From a logistical perspective, the autobioluminescent assay foregoes the external substrate application requirements of the alternative assays, which obviates the need for sample destruction. The continuous output signal of the autobioluminescent cells allowed the samples to be prepared, placed into a plate reader, and monitored continuously for the full lifetime of the assay. This significantly reduced the hands-on time required for assay performance and required significantly fewer samples to be prepared to obtain the same number of data points. This increased the ease of use and decreased the reagent cost and hands-on time requirements of the assay, and also made this format more amenable to high throughput usage.
The results of the qRT-PCR tests show that the autobioluminescent response is not significantly influenced by the activation of the majority of phase I or phase II detoxification enzymes.
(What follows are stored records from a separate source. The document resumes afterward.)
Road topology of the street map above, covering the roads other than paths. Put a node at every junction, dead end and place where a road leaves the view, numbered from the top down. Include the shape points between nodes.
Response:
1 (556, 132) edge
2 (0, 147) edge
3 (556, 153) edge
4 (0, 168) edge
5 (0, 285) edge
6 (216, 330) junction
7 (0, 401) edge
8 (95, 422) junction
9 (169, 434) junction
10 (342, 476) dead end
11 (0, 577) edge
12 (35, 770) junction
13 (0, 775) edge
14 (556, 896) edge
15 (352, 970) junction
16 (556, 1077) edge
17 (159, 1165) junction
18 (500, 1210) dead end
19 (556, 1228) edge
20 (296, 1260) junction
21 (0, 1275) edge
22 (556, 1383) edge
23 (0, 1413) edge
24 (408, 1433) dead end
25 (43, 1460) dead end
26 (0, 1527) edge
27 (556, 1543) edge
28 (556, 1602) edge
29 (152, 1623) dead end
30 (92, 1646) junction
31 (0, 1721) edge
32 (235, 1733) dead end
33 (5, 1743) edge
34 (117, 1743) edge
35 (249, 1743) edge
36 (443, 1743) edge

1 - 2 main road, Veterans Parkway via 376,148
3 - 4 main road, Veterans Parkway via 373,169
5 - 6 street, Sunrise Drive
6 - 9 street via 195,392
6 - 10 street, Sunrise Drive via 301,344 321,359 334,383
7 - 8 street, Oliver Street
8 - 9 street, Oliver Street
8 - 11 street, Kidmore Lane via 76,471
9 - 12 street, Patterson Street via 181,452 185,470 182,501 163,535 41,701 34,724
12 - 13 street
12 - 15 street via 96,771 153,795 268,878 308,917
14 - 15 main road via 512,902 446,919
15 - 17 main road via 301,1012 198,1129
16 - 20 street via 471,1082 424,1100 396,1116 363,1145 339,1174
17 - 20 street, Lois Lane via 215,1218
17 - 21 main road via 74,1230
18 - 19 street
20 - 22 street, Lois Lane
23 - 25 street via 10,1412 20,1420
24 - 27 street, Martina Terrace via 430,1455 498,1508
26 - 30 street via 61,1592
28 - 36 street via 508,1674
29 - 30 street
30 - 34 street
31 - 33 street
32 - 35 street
Given that the autobioluminescent response correlates most strongly with primary metabolic activity markers, it is therefore likely that the onset of the autobioluminescent response occurs before sufficient time has elapsed to allow for upregulation of the phase II pathway enzymes under most treatment conditions. While these results demonstrate that the autobioluminescent data is therefore most indicative of CYP1A1 activation, they also suggest that there is a significant opportunity to develop biomarker-specific versions of the autobioluminescent system where the synthetic luciferase cassette is activated by the promoters of these alternative, currently non-responsive enzymes. This approach would provide a straightforward means for specifically tracking detoxification pathway activation in real time, which would be highly relevant for drug development applications.